Here's the bike, 2010 SuperSix 1, 58 cm. I was planning on putting my Selle SMP Lite 209 saddle on it from my other bike but decided to give this one a try. It is amazingly light, haven't had time to ride it much today but plan on getting up in the morning and taking it out for a decent ride. They had just gotten in some new carbon bottle cages yesterday and they match the bike perfectly, almost look as though they were made for the bike. Also, as you can see in one of the shots the carbon finish is kind of odd to me, only notice it in the black but all of the bikes looked the same.


----------



## Dan Gerous (Mar 28, 2005)

Nice! :thumbsup:

The finish in the black is because they don't put some cosmetic filler to save weight. Pretty much all carbon bikes that don't have additional cosmetic carbon weave layers would look like this but often they add some filler to make it look smoother. Nothing wrong with it and it saves a few grams...


----------



## dje31 (Apr 2, 2008)

that sure is a big saddle bag...I'm just sayin'...


----------



## C130 (Oct 10, 2008)

Thanks for the information. I noticed the other two identical bikes out looked the same and the picture with the flash accentuates the look of the carbon. 

You know I looked at the pictures and thought the same thing about the saddle bag. It is packed too much but I'm thinking I might need a smaller one but with my big butt on the bike extra weight kinda becomes an after thought.


----------



## creekchub (Feb 7, 2009)

*.*

Congrats on the new ride, that thing is awesome looking. Keep us posted on the ride compared to the Synapse, I currently have a carbon 3 and was thinking about upgrading.


----------



## natethomas2000 (Aug 2, 2009)

Nice ride - I personally think that bike companies need to make their logos larger - I couldn't initially tell that this was a Cannondale!


----------



## P.D.E. (Oct 15, 2006)

Very nice ride. Can you comment on good the front shifting is? I see you've got DA7900 with what appear to be FSA chain rings...I'm thinking of using this combo on my bike too.


----------



## C130 (Oct 10, 2008)

I went out for my first ride on the new bike this morning, around 25-30 miles total. My Cateye V3 for some reason is messed up so the only thing that worked correctly was the heart rate function. Cadence was about 4x too much and speed about 1/4 of correct speed. I am going to replace the battery, can't figure out anything else as I double checked that the correct tire size was input.

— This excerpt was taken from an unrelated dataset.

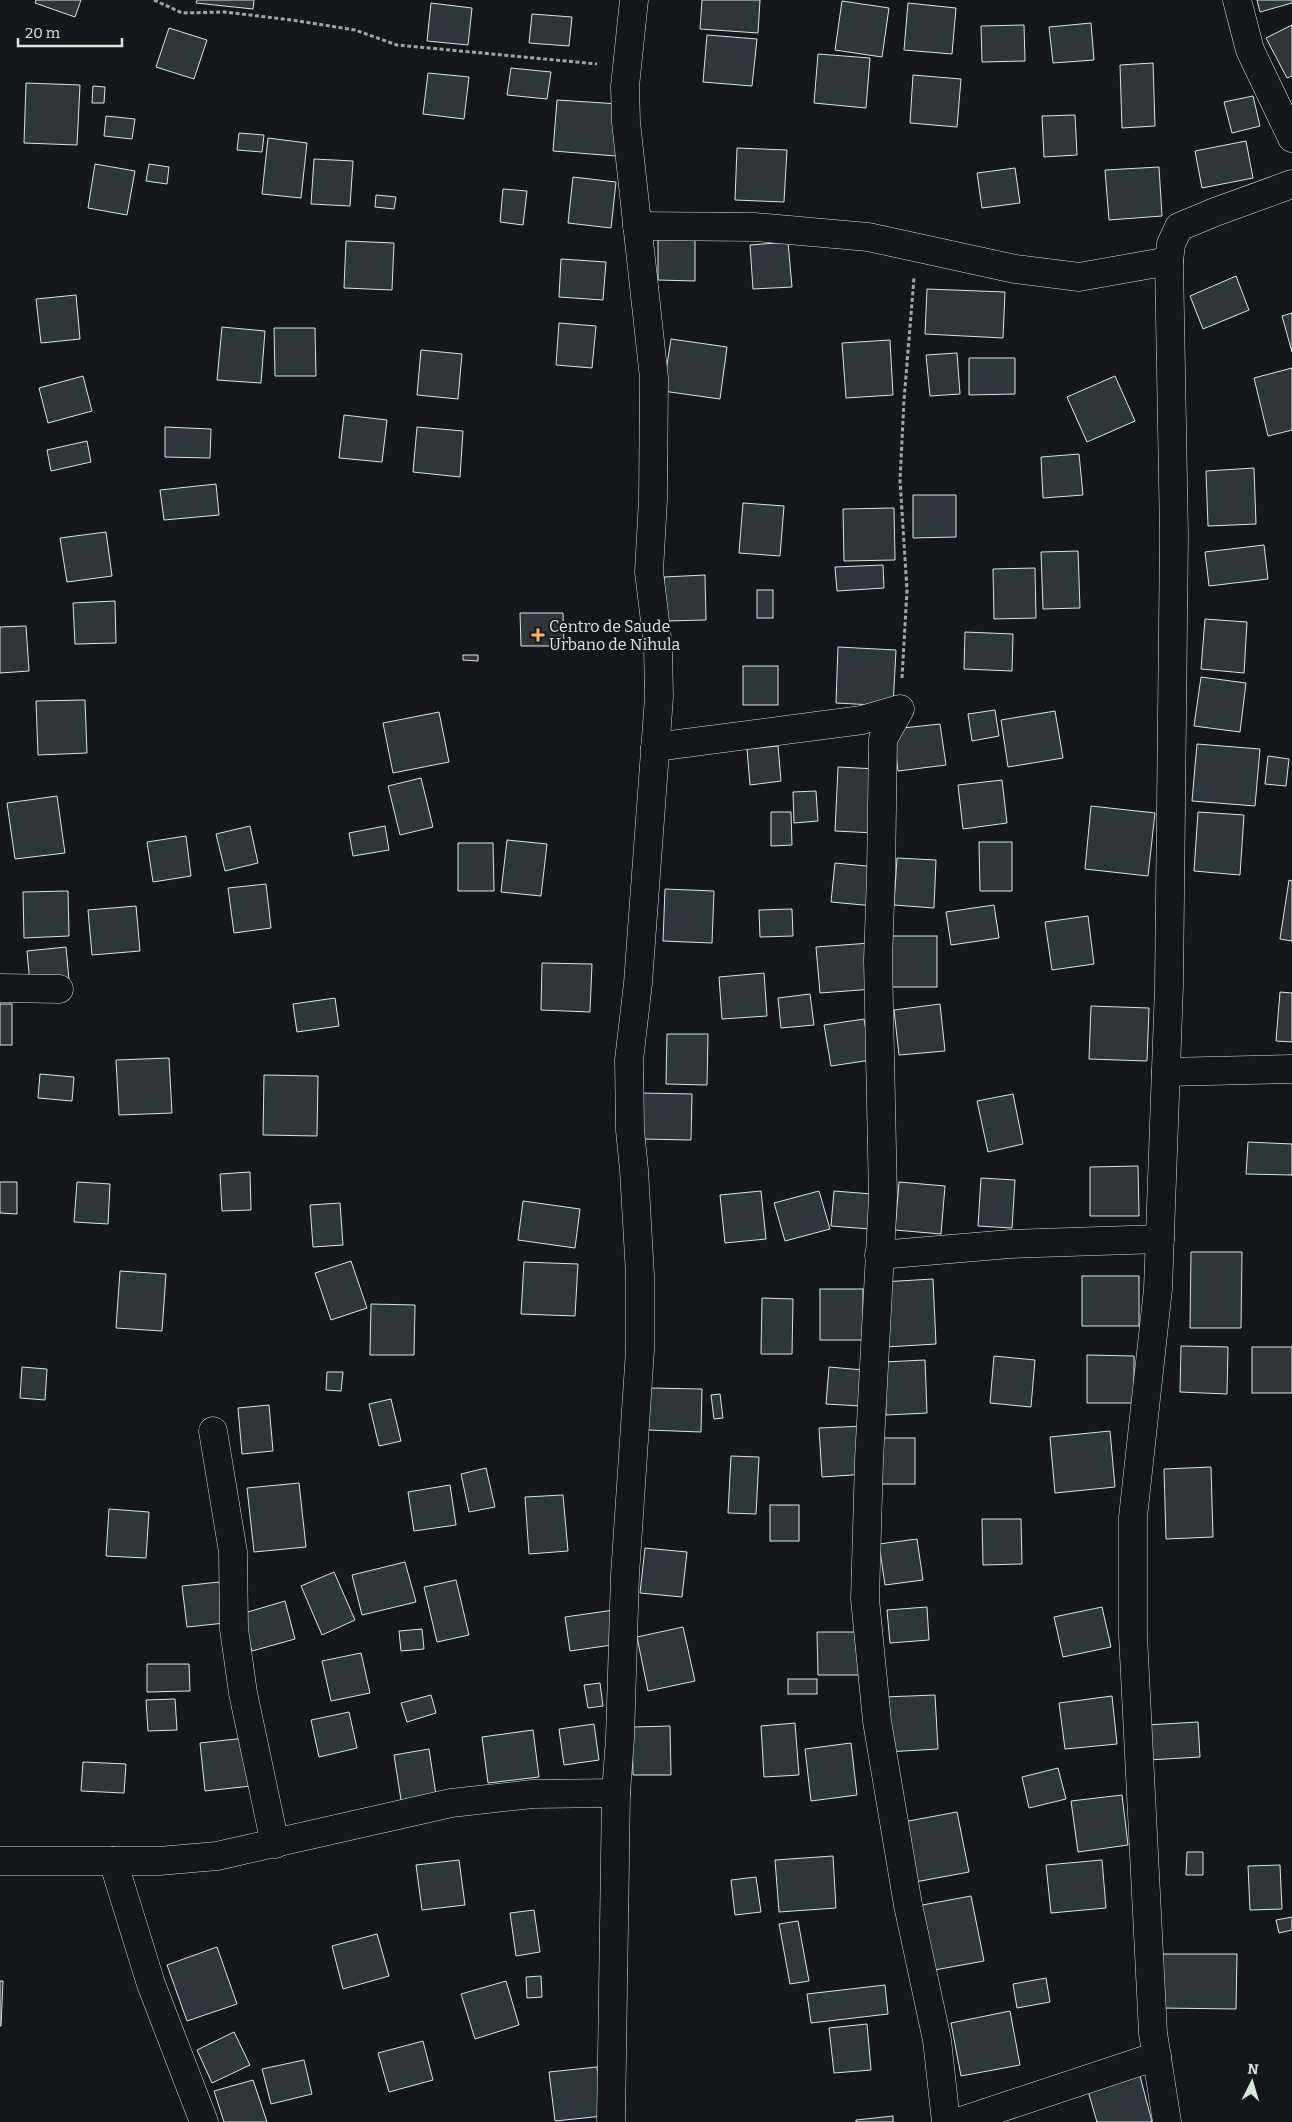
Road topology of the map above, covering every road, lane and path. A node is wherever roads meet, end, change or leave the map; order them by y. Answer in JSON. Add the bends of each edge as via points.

I am by no means an expert, just a recreation rider, but I really like the bike and was very impressed by how it handled. I was a little concerned about the ride comfort coming from an 08 Synapse 3SL but the SuperSix was surprisingly smooth. On normal road conditions and some spots with minor vibrations there was very little, if any difference. There was one spot where I rode over that has what looked like bulldozer track in the pavement and it was maybe a little rougher ride compared to the Synapse but overall I couldn't tell much difference at all, very smooth. 

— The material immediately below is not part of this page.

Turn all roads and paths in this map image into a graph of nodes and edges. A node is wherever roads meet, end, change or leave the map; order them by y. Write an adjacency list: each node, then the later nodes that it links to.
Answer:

The SuperSix is more responsive but handled very, very well and not twitchy at all in my opinion. I do have the Dura Ace with FSA chain rings and it shifted very well, smooth. I left the stock saddle on after having a Selle SMP Lite 209 on the Synapse and have to get used to the Fizik, hopefully I will like it or I will switch back to the SMP. It is definitely more stiff than the Synapse but as I said above gives a surprisingly great ride. I know I am biased but man it is a beautiful bike and after the first ride I am impressed, just need to get out and and lose some weight myself now.


----------



## Bad Ronald (May 18, 2009)

natethomas2000 said:


> Nice ride - I personally think that bike companies need to make their logos larger - I couldn't initially tell that this was a Cannondale!


This Song will explain everything. As the tubes get bigger the graphics need to stay in proportion or it just looks weird. The Trek designers have it so easy...


----------



## s2ktaxi (Jul 11, 2006)

C130- what's the bottle cage brand?


----------



## C130 (Oct 10, 2008)

s2ktaxi said:


> C130- what's the bottle cage brand?



RavX, it's the Gamma x model, here is the link. www.ravx.com/2009_product_pages/cages/gamma_x.html


----------



## s2ktaxi (Jul 11, 2006)

C130 said:


> RavX, it's the Gamma x model, here is the link. www.ravx.com/2009_product_pages/cages/gamma_x.html


Thx. how well do they hold since they don't have a rubber grip.


----------



## C130 (Oct 10, 2008)

They seem to hold very well, I had the same brand on the Synapse, not sure if it was the same model or not but I haven't had any issues at all. The bottles fit in pretty snug and I'm using the Camelbak Podium bottles.


----------



## 123prs (Jun 19, 2007)

C130. Very nice bike. What does it weigh? I am curious whether the SS for 2010 are in fact lighter than the 2009s.


----------